At one point, Scott suggested an alternate syntax (perhaps using bang). I felt this helped some, but didn't manage to overcome the basic problem of "what does such a string mean?".

Borrowing from Scott again, it appears that we have several elements to play with:

the name of the asserting party (the name of the AA)

attribute scope (the value of SecurityDomain in the subject element)

org name (obtained from the Registry file, provided by the WAYF to the SHIRE)

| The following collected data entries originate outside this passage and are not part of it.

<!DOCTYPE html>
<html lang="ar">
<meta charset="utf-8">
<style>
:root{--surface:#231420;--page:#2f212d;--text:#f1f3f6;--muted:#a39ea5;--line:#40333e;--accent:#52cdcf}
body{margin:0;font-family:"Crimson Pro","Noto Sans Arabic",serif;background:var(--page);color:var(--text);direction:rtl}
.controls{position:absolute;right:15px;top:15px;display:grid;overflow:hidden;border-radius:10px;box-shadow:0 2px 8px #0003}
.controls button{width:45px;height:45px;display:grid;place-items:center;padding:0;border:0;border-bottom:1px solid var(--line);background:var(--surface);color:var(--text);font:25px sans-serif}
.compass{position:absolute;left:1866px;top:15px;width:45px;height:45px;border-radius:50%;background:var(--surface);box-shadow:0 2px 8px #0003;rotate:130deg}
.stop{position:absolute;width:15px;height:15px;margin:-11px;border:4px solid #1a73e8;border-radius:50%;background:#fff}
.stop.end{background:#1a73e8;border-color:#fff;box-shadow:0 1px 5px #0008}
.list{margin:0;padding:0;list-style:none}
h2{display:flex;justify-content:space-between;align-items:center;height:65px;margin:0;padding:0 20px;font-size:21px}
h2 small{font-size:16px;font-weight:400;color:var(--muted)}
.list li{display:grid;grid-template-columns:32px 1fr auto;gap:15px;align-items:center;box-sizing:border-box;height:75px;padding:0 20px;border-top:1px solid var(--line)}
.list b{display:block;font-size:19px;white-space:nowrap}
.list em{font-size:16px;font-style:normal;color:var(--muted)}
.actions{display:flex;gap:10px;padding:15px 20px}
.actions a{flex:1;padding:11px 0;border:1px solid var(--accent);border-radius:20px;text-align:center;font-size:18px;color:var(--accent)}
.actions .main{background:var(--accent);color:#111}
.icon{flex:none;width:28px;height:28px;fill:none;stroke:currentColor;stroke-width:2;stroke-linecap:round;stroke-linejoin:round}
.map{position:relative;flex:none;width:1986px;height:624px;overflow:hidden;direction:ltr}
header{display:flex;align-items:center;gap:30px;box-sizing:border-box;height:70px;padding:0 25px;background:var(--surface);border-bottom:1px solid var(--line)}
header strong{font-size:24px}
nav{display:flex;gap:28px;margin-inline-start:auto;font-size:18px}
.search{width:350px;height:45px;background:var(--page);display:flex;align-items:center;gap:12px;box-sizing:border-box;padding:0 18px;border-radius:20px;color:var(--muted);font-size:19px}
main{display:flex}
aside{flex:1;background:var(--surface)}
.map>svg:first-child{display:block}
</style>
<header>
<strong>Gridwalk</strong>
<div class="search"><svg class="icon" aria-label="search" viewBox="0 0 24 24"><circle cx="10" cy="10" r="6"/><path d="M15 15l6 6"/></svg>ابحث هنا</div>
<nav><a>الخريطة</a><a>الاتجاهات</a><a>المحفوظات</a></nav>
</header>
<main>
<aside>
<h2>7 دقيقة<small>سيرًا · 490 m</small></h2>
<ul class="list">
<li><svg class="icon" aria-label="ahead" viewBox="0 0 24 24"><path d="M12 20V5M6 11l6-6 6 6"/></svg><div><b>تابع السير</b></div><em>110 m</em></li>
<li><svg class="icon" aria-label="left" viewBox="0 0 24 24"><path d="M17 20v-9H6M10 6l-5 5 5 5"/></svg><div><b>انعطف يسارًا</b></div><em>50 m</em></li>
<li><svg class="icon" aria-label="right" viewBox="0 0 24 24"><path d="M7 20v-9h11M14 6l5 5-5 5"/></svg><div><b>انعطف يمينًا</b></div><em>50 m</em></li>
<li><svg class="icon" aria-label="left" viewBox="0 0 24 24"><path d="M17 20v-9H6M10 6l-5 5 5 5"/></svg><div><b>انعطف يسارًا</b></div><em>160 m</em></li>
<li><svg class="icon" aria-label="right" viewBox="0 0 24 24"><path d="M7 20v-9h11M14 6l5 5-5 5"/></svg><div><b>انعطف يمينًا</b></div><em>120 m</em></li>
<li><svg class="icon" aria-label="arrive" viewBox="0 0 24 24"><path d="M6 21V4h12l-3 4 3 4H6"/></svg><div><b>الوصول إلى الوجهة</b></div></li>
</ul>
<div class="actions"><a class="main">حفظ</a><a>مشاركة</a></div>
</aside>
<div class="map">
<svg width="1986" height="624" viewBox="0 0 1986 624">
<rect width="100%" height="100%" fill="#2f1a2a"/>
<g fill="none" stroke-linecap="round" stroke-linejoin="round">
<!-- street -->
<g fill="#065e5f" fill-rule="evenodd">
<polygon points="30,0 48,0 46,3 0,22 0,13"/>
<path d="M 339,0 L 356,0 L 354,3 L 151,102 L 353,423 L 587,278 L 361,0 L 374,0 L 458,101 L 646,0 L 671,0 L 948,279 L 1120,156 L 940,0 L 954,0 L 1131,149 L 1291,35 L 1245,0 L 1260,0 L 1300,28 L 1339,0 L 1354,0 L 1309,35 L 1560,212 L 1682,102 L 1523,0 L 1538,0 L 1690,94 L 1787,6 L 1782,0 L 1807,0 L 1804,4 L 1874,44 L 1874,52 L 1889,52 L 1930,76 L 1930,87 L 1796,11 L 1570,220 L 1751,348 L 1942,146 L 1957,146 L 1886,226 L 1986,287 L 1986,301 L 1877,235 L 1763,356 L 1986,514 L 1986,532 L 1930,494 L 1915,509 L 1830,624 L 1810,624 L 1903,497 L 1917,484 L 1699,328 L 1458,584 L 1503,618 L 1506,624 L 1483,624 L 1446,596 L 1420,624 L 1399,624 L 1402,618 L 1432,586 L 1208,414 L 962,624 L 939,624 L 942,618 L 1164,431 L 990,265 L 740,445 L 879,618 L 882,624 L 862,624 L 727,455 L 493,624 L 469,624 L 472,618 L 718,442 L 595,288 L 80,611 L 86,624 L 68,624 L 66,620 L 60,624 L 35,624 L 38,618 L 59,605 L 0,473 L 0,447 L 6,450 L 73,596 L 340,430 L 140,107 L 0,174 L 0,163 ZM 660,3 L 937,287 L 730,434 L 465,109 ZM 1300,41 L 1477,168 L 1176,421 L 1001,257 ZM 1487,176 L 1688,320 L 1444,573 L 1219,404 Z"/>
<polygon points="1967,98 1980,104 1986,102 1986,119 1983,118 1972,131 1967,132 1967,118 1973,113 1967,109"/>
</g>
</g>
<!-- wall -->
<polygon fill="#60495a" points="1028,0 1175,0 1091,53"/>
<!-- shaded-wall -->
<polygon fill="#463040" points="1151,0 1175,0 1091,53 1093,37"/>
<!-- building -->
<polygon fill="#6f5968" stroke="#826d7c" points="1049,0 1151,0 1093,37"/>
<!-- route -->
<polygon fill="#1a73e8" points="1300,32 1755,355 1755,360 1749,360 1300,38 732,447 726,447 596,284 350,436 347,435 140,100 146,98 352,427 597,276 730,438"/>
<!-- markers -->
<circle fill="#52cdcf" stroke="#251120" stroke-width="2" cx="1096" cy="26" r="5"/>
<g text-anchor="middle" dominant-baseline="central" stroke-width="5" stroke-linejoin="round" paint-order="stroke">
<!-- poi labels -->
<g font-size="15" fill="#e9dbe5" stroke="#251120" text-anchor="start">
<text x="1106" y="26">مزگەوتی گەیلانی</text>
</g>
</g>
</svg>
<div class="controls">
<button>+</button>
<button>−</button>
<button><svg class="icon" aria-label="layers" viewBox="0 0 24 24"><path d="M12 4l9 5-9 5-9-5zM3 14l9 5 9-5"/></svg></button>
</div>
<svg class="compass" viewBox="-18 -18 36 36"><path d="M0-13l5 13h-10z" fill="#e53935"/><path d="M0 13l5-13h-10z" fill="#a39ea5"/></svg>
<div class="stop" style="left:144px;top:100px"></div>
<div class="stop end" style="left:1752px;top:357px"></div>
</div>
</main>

EPPN (unique name@ security domain) (no statements made yet about any required relationships between this security domain and any other element)

PROPOSAL

Create a new dynamic attribute, supported by Shibboleth, and called SHIB_EPPN. If an ARP instructed an AA to provide this attribute, the AA would obtain the user's EPPN attribute from their directory object, would strip the RHS and the @, and provide the LHS as the value of SHIB_EPPN. This attribute would be scoped, like any other Shibboleth attribute, by the value of the SecurityDomain element.

The SHAR, using its default AAP, would, as usual, ensure that this particular AA can make assertions about this SecurityDomain. And, probably, that the scope equals the org name. (It might also check to ensure that the SHIB_EPPN does NOT contain a @.)

The Shib RM would follow its standard practice, and would compare the string "value(SHIB_EPPN)@SecurityDomain" against the relevant policy rule.

This requires that the LHS be unique within SecurityDomain; previously, I think all that we required was that EPPN be unique within "the directory".

I think this is a "reasonable and natural" way to process EPPN; it works the way browser users and webmasters would expect.

At this point, I view our use of SecurityDomain as "version 2 in our attempts to obtain an appropriately uniquifying element" (David's phrase). The RHS of EPPN was version 1. Our thinking about scoping has clearly outgrown that initial attempt; I think we should move on to a more appropriate framework before we deploy Shib, and create a legacy environment.